Captain John Miller (Tom Hanks) leads his infantry into battle. You will never experience the impact of bullets upon human bodies more realistically than you will see in this film. Heads, legs, and arms are mangled and one soldier's guts are spilled into full view of the audience and another soldier picks up his arm and walks away with it after it is blown off. It is a shocking and difficult thing to watch but Spielberg is to be commended for his immediate and unglamourous look at the realities of war. As the battle winds down the film takes a sympathetic turn which will later put Hanks and his men in the arms of a mission that will turn out to be the most important one in the eyes of one Iowa family.
Private James Ryan (Matt Damon, whom we don't see until the last hour of the film) has lost his other three brothers in combat and the war department decides to send Hanks and his men on a mission to find him and bring him home to his family. The family has already received three telegrams of regret with three folded American flags in memory of the men lost and the mission is set in place. Tom Hanks is brilliant in this film as he plays his role of the leader with a quiet sense of authority, gaining admiration from his men, and his character is sympathetic but never sentimental. He has seven men with him and the most noteworthy members of his squad are actors Tom Sizemore ('Natural Born Killers', 'Heat') and Edward Burns ('The Brothers McMullen') who each turn in brilliant performances as soldiers who feel uncertain about the mission, questioning the logic in sending eight men to find one, and the mission is described as "finding a needle in a stack of needles".

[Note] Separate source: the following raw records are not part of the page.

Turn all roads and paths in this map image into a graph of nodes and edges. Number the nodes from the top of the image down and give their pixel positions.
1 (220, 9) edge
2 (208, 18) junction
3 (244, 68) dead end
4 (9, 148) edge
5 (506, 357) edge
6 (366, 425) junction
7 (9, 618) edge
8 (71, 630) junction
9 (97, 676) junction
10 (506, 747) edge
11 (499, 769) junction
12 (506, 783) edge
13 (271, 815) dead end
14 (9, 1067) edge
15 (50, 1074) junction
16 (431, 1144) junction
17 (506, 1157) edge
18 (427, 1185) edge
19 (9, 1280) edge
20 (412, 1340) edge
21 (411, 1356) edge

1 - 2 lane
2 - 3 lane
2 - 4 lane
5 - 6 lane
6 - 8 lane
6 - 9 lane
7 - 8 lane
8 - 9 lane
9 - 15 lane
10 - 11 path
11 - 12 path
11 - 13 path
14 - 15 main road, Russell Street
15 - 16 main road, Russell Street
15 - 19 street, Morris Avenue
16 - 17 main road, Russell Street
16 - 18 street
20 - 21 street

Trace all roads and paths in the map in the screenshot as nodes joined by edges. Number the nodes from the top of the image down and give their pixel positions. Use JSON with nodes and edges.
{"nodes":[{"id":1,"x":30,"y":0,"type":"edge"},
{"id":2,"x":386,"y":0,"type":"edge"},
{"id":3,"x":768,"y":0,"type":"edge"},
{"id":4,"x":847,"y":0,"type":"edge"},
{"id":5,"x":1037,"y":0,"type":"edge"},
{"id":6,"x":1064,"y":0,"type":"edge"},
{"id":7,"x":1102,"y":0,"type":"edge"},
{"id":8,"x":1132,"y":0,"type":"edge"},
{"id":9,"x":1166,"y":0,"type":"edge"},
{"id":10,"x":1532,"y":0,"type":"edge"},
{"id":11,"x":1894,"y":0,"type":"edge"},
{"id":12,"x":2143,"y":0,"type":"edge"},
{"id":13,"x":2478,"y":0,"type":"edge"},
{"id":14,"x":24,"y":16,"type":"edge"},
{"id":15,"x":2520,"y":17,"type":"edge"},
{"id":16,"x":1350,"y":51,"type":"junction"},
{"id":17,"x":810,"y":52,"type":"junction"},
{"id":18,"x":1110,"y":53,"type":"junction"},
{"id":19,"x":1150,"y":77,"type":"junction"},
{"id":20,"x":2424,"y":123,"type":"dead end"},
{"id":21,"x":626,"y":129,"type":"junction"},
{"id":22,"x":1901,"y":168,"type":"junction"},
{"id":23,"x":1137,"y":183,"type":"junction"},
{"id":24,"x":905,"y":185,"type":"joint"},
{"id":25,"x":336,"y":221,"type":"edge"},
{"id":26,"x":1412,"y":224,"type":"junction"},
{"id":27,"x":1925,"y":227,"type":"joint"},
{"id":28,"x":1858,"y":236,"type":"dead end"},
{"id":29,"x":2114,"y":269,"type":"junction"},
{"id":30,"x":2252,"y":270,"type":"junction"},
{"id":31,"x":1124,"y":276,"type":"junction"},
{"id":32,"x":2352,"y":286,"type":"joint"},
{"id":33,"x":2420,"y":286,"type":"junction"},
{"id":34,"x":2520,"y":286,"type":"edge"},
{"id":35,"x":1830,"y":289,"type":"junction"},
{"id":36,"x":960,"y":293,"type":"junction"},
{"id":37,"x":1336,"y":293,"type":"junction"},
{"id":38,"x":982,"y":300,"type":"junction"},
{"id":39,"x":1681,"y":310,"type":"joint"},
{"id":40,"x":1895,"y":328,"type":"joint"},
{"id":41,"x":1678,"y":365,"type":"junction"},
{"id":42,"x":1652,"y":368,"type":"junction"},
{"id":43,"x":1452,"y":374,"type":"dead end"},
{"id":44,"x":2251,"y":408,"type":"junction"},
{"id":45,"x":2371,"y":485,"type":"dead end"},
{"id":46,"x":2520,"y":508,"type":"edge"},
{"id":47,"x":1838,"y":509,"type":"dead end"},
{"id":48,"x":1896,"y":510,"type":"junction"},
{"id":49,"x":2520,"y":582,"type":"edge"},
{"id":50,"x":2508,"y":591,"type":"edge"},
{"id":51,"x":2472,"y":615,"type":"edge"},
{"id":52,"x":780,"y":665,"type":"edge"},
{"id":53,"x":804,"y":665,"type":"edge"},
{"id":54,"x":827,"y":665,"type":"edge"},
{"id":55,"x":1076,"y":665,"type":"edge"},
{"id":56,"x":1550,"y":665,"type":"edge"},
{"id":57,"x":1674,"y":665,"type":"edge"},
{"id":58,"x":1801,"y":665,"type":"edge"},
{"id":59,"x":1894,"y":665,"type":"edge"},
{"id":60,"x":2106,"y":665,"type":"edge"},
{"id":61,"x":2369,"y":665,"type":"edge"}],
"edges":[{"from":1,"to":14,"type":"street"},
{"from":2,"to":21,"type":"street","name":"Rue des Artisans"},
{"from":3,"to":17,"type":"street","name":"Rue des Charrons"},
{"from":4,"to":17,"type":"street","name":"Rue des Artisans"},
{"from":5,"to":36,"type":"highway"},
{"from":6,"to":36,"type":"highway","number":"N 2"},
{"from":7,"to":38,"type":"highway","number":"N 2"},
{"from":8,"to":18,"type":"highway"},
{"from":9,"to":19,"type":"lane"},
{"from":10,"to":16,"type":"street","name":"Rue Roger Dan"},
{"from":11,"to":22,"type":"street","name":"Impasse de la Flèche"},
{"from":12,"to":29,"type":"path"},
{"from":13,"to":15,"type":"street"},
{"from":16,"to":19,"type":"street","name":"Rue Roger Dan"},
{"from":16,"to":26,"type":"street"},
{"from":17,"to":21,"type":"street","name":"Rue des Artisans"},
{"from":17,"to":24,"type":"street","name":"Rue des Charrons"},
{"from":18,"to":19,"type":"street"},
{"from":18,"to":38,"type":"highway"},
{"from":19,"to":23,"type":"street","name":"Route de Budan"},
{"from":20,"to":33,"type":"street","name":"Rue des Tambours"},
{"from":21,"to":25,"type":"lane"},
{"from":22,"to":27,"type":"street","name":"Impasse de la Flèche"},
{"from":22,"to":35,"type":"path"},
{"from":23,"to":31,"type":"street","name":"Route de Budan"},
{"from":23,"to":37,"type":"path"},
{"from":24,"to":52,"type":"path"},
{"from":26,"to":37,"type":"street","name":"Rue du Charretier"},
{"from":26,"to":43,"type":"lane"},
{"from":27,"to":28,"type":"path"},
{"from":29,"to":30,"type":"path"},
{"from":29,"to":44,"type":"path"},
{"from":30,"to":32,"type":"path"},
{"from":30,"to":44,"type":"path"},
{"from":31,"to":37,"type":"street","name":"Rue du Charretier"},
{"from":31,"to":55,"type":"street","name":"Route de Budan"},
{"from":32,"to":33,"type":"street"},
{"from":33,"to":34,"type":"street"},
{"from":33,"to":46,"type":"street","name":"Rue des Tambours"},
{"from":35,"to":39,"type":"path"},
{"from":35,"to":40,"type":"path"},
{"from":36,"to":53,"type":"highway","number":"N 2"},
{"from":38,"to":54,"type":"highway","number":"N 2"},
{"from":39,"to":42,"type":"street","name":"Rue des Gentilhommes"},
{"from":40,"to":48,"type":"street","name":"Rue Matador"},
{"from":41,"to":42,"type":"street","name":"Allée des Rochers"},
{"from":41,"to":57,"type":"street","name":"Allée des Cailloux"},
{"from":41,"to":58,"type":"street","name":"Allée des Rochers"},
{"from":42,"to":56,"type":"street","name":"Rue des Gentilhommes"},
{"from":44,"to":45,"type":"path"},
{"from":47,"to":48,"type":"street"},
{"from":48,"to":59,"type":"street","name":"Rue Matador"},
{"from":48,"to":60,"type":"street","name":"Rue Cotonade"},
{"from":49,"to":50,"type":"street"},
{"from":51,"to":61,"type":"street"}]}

The mission sends Hanks and his men into the fields of Normandy as they experience combat, the personal bonding that soldiers experience during war time and the realistic killer instinct that all humans have and although Spielberg is credited largely with the film's success, screenwriter Robert Rodat has written an evenly paced script that carefully illustrates and details the total scope of tension among the film's characters that looks and feels like nothing a war film has accomplished before.
The most impressive technical aspects of 'Saving Private Ryan' numb the human mind as the hand held camera, used in many scenes (Spielberg actually held the camera himself at times), plunges its way into battle, complete with constantly changing shutter speeds, frenzied shots of action and the film's sound effects will leave a permanent impression on your brain as bullets hit their mark and mixed together with the film's sensational editing, the constant thuds heard in the film as soldiers go down in tragic fashion are haunting to say the least. I was seeing and hearing the film vividly, a few days after I saw it. Director of photography Janusz Kaminski and longtime Spielberg editor Michael Kahn, both of whom did 'Schindler's List' with Spielberg, and the sound team of 'Saving Private Ryan' are Oscar bound as is the rest of this film.
I doubt a better film will come along in 1998 to match the intensity of 'Saving Private Ryan'. After all, Spielberg is the century's most noted and impressive film maker as five of his films, 'Schindler's List', 'E.T., The Extra-Terrestrial', 'Jaws', 'Raiders of the Lost Ark', and 'Close Encounters of the Third Kind', recently made the American Film Institute's Top 100 list of all time greatest films from 1896 to 1996. No other director, not Wyler, Ford, Hitchcock, Coppola, Wilder or Kubrick have matched Spielberg in the eyes of his peers and the cultural historians who have judged him in the first century of film. Even when Spielberg makes a mediocre film, it seems to grow on you after a while and the amazing thing is, Spielberg's only 50.